Activity 001: Material Identification Challenge¶
Activity ID: U3M2-ACT-001 Duration: 30 minutes Objective: Students will identify unknown materials using visual inspection, labeling, and reference documentation, then classify each as safe, caution, or banned for laser processing. Group Size: 2-3 students per station Materials Cost: ~$10-15 (sample material set, reusable across sections)
Overview¶
Students receive a set of 8-10 labeled material samples and must identify each material, classify it for laser safety, and justify their classification using material properties and safety data. This activity builds the critical skill of material identification that prevents toxic fume incidents.

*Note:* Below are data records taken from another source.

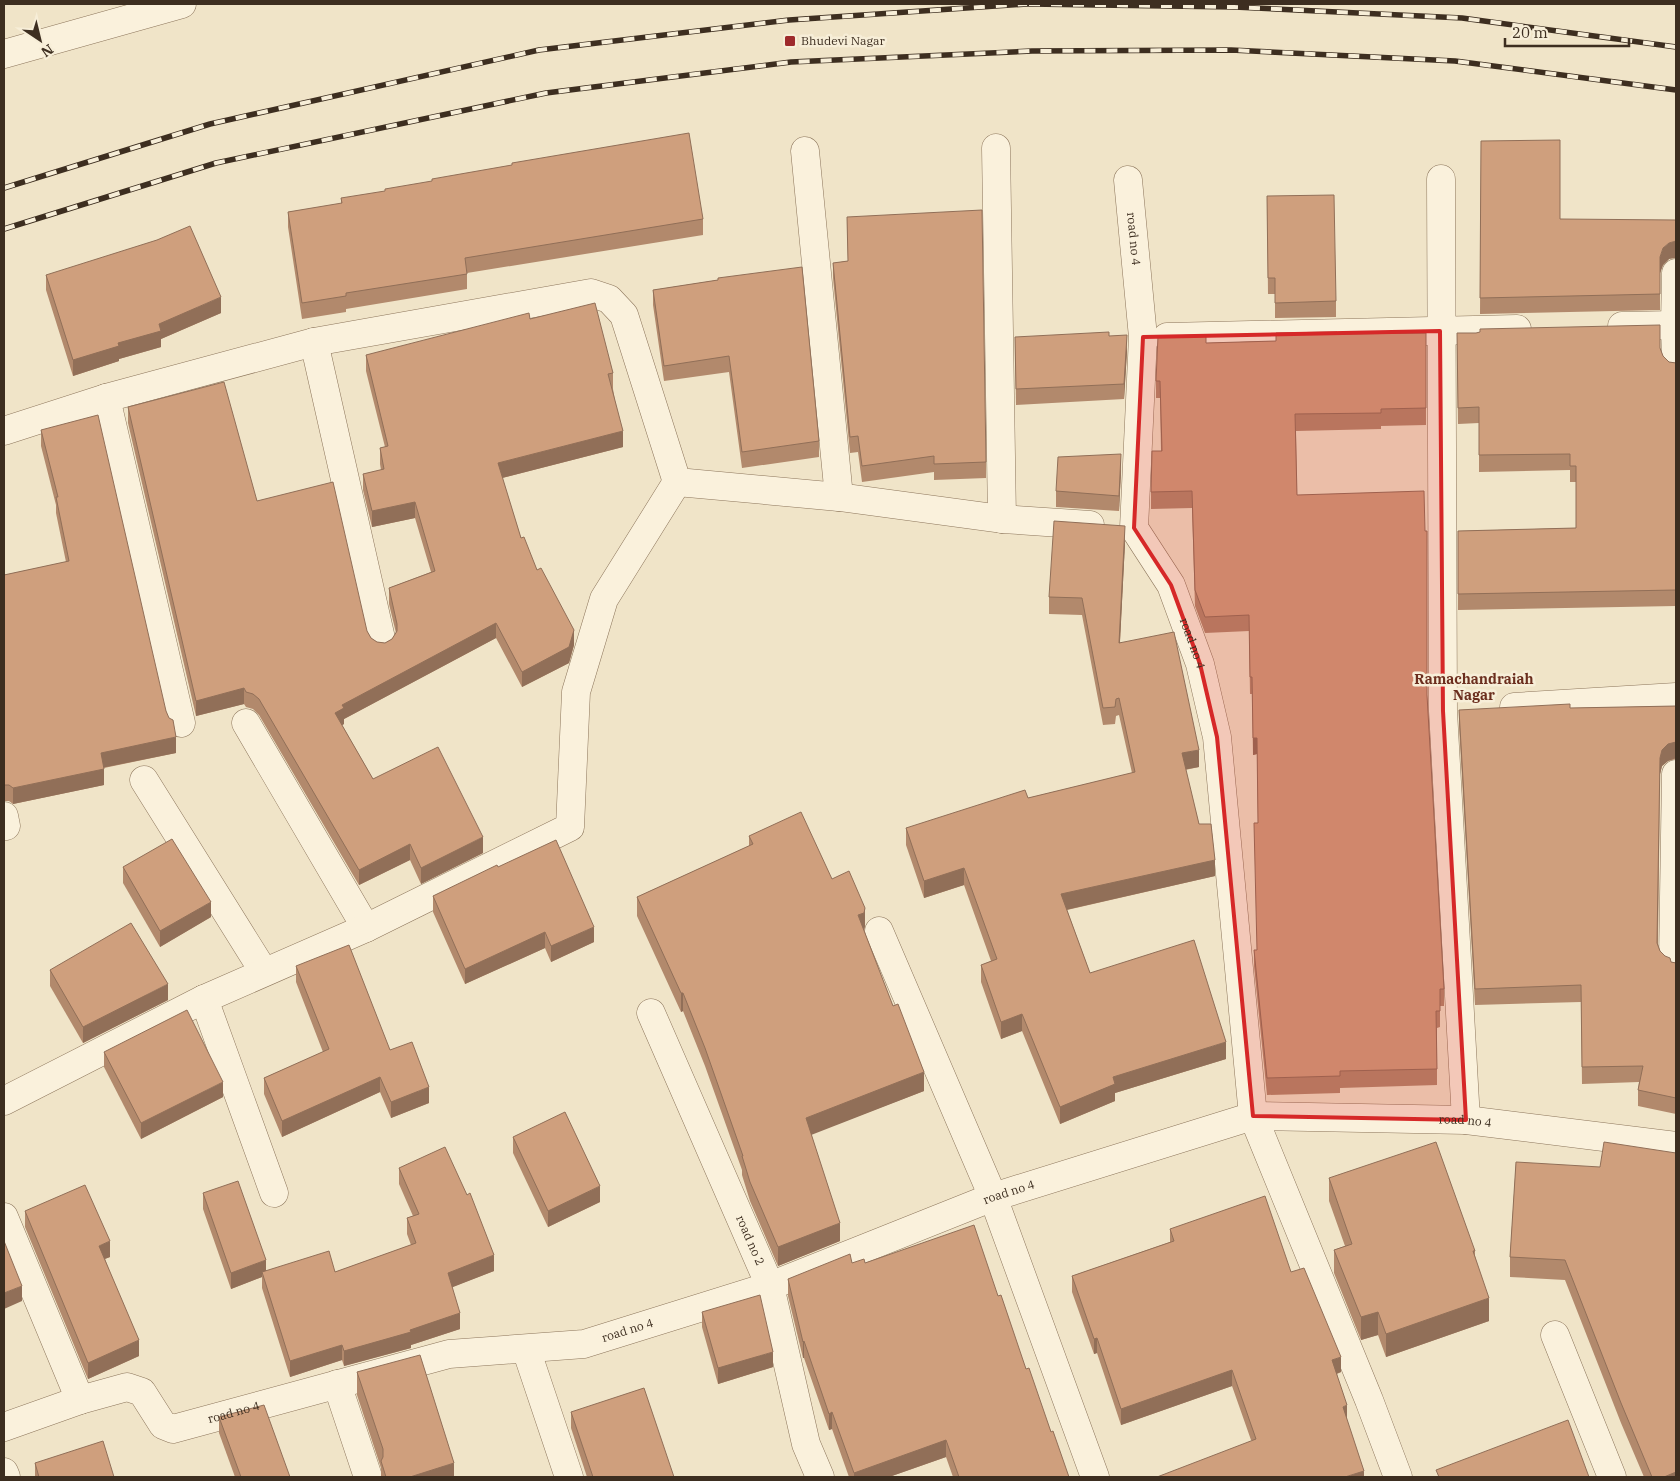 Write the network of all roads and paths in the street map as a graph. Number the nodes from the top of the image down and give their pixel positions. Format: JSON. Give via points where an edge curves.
{"nodes":[{"id":1,"x":182,"y":4,"type":"edge"},
{"id":2,"x":112,"y":13,"type":"edge"},
{"id":3,"x":4,"y":54,"type":"edge"},
{"id":4,"x":996,"y":148,"type":"dead end"},
{"id":5,"x":805,"y":151,"type":"dead end"},
{"id":6,"x":1441,"y":179,"type":"dead end"},
{"id":7,"x":1128,"y":180,"type":"dead end"},
{"id":8,"x":1676,"y":273,"type":"edge"},
{"id":9,"x":1675,"y":325,"type":"edge"},
{"id":10,"x":1597,"y":327,"type":"edge"},
{"id":11,"x":1538,"y":328,"type":"edge"},
{"id":12,"x":1440,"y":331,"type":"junction"},
{"id":13,"x":1143,"y":338,"type":"junction"},
{"id":14,"x":314,"y":342,"type":"junction"},
{"id":15,"x":1676,"y":364,"type":"edge"},
{"id":16,"x":106,"y":398,"type":"junction"},
{"id":17,"x":4,"y":431,"type":"edge"},
{"id":18,"x":677,"y":482,"type":"junction"},
{"id":19,"x":839,"y":497,"type":"junction"},
{"id":20,"x":1002,"y":519,"type":"junction"},
{"id":21,"x":1134,"y":528,"type":"junction"},
{"id":22,"x":382,"y":643,"type":"edge"},
{"id":23,"x":1676,"y":697,"type":"edge"},
{"id":24,"x":1443,"y":711,"type":"junction"},
{"id":25,"x":246,"y":723,"type":"dead end"},
{"id":26,"x":181,"y":724,"type":"dead end"},
{"id":27,"x":1676,"y":774,"type":"edge"},
{"id":28,"x":144,"y":780,"type":"dead end"},
{"id":29,"x":366,"y":928,"type":"junction"},
{"id":30,"x":879,"y":931,"type":"dead end"},
{"id":31,"x":1673,"y":959,"type":"dead end"},
{"id":32,"x":264,"y":972,"type":"junction"},
{"id":33,"x":204,"y":999,"type":"junction"},
{"id":34,"x":651,"y":1013,"type":"dead end"},
{"id":35,"x":4,"y":1101,"type":"edge"},
{"id":36,"x":1253,"y":1116,"type":"junction"},
{"id":37,"x":1466,"y":1120,"type":"junction"},
{"id":38,"x":1676,"y":1146,"type":"edge"},
{"id":39,"x":274,"y":1193,"type":"dead end"},
{"id":40,"x":993,"y":1197,"type":"junction"},
{"id":41,"x":4,"y":1217,"type":"edge"},
{"id":42,"x":770,"y":1286,"type":"junction"},
{"id":43,"x":1555,"y":1335,"type":"dead end"},
{"id":44,"x":526,"y":1349,"type":"junction"},
{"id":45,"x":337,"y":1384,"type":"junction"},
{"id":46,"x":80,"y":1400,"type":"junction"},
{"id":47,"x":4,"y":1427,"type":"edge"},
{"id":48,"x":4,"y":1472,"type":"edge"},
{"id":49,"x":6,"y":1477,"type":"edge"},
{"id":50,"x":368,"y":1477,"type":"edge"},
{"id":51,"x":569,"y":1477,"type":"edge"},
{"id":52,"x":820,"y":1477,"type":"edge"},
{"id":53,"x":1095,"y":1477,"type":"edge"},
{"id":54,"x":1398,"y":1477,"type":"edge"},
{"id":55,"x":1612,"y":1477,"type":"edge"}],
"edges":[{"from":1,"to":2,"type":"street"},
{"from":2,"to":3,"type":"street"},
{"from":4,"to":20,"type":"street"},
{"from":5,"to":19,"type":"street"},
{"from":6,"to":12,"type":"street"},
{"from":7,"to":13,"type":"street","name":"road no 4"},
{"from":8,"to":9,"type":"street"},
{"from":9,"to":10,"type":"street"},
{"from":9,"to":15,"type":"street"},
{"from":11,"to":12,"type":"street"},
{"from":12,"to":13,"type":"street"},
{"from":12,"to":24,"type":"street"},
{"from":13,"to":21,"type":"street","name":"road no 4"},
{"from":14,"to":16,"type":"street"},
{"from":14,"to":18,"type":"street","via":[[591,293],[609,298],[624,315]]},
{"from":14,"to":22,"type":"street"},
{"from":16,"to":17,"type":"street"},
{"from":16,"to":26,"type":"street"},
{"from":18,"to":19,"type":"street"},
{"from":18,"to":29,"type":"street","via":[[604,599],[576,692],[570,827]]},
{"from":19,"to":20,"type":"street"},
{"from":20,"to":21,"type":"street"},
{"from":21,"to":36,"type":"street","name":"road no 4","via":[[1171,585],[1200,664],[1217,737]]},
{"from":23,"to":24,"type":"street"},
{"from":24,"to":37,"type":"street"},
{"from":25,"to":29,"type":"street"},
{"from":27,"to":31,"type":"street"},
{"from":28,"to":32,"type":"street"},
{"from":29,"to":32,"type":"street"},
{"from":30,"to":40,"type":"street"},
{"from":32,"to":33,"type":"street"},
{"from":33,"to":35,"type":"street"},
{"from":33,"to":39,"type":"street"},
{"from":34,"to":42,"type":"street","name":"road no 2"},
{"from":36,"to":37,"type":"street","name":"road no 4"},
{"from":36,"to":40,"type":"street","name":"road no 4"},
{"from":36,"to":54,"type":"street","name":"road no 4"},
{"from":37,"to":38,"type":"street","name":"road no 4"},
{"from":40,"to":42,"type":"street","name":"road no 4"},
{"from":40,"to":53,"type":"street"},
{"from":41,"to":46,"type":"street"},
{"from":42,"to":44,"type":"street","name":"road no 4","via":[[584,1344]]},
{"from":42,"to":52,"type":"street","name":"road no 2","via":[[806,1444]]},
{"from":43,"to":55,"type":"street"},
{"from":44,"to":45,"type":"street","name":"road no 4","via":[[449,1354]]},
{"from":44,"to":51,"type":"street"},
{"from":45,"to":46,"type":"street","name":"road no 4","via":[[173,1429],[163,1425],[142,1392],[128,1387]]},
{"from":45,"to":50,"type":"street"},
{"from":46,"to":47,"type":"street","name":"road no 4"},
{"from":48,"to":49,"type":"street"}]} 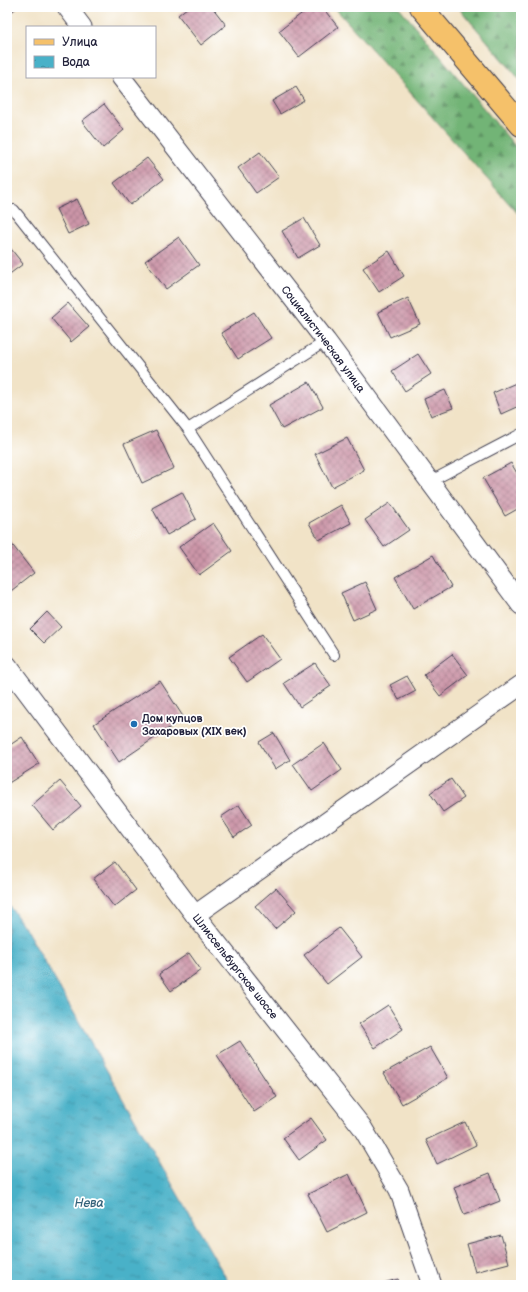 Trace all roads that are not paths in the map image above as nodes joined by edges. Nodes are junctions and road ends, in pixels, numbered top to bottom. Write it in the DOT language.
graph roads {
  1 [pos="67,7"];
  2 [pos="422,7"];
  3 [pos="81,26"];
  4 [pos="122,78"];
  5 [pos="521,125"];
  6 [pos="14,210"];
  7 [pos="326,341"];
  8 [pos="188,429"];
  9 [pos="521,434"];
  10 [pos="431,481"];
  11 [pos="521,605"];
  12 [pos="334,655"];
  13 [pos="7,665"];
  14 [pos="521,685"];
  15 [pos="195,915"];
  16 [pos="432,1285"];
  1 -- 3 [label="street"];
  2 -- 5 [label="main road"];
  4 -- 7 [label="street, Социалистическая улица"];
  6 -- 8 [label="lane"];
  7 -- 8 [label="lane"];
  7 -- 10 [label="street, Социалистическая улица"];
  8 -- 12 [label="lane"];
  9 -- 10 [label="lane"];
  10 -- 11 [label="street, Социалистическая улица"];
  13 -- 15 [label="street, Шлиссельбургское шоссе"];
  14 -- 15 [label="street"];
  15 -- 16 [label="street, Шлиссельбургское шоссе"];
}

Materials & Equipment Needed¶
- Material sample set (8-10 samples, labeled A through J, prepared by instructor):
- Cast acrylic sheet (clear, with protective film)
- Polycarbonate sheet (clear, similar appearance to acrylic)
- PVC sheet or pipe section (labeled with recycling symbol #3)
- Birch plywood piece
- MDF piece
- Natural leather swatch (vegetable-tanned)
- ABS sheet (recycling symbol #7 or labeled)
- Cardboard piece
- PETG sheet (recycling symbol #1)
- Cork sheet
- Material reference guide (laminated, showing recycling symbols, identification marks)
- Magnifying glass
- Identification worksheet
- Material Safety Classification poster (on the wall or provided)
Instructions & Procedure¶
Phase 1: Initial Identification (15 min) 1. Examine each sample systematically: - Look for manufacturer labels, recycling symbols, or material stamps - Note the color, transparency, flexibility, and texture - Check for protective film (acrylic often has paper masking) - Look at edge characteristics (cast acrylic has smooth machined edges; extruded may show slight texture) 2. For each sample, record on your worksheet: - Sample letter (A-J) - Your material identification (what you think it is) - Evidence supporting your identification (label, symbol, properties) - Safety classification: SAFE / CAUTION / BANNED - If banned: what toxic hazard does it pose? 3. For the two clear plastic samples: describe how you would distinguish between them if there were no labels (hint: acrylic sheets often have a distinct smell when edge is scraped)
Phase 2: Verification and Discussion (10 min) 4. Instructor reveals the correct identification for each sample 5. Score your accuracy: - Correct material identification: 2 points per sample - Correct safety classification: 2 points per sample - Correct hazard identification (for banned materials): 1 point per sample 6. Discuss: which samples were most difficult to identify? Why? 7. For any misidentified samples, discuss what additional information would have helped
Phase 3: Decision Scenarios (5 min) 8. Answer the following scenario questions on your worksheet: - A student brings in a black rigid plastic panel with no labels. They want to cut a phone stand. What do you do? - You find acrylic offcuts in the scrap bin. Some have masking film with "CAST" printed on it; others have no markings. Can you use the unmarked pieces? - A student wants to cut a yoga mat. What is the most likely material, and is it safe?
Discussion Points¶
- Why is it more dangerous to misidentify a banned material as safe than to misidentify a safe material as banned?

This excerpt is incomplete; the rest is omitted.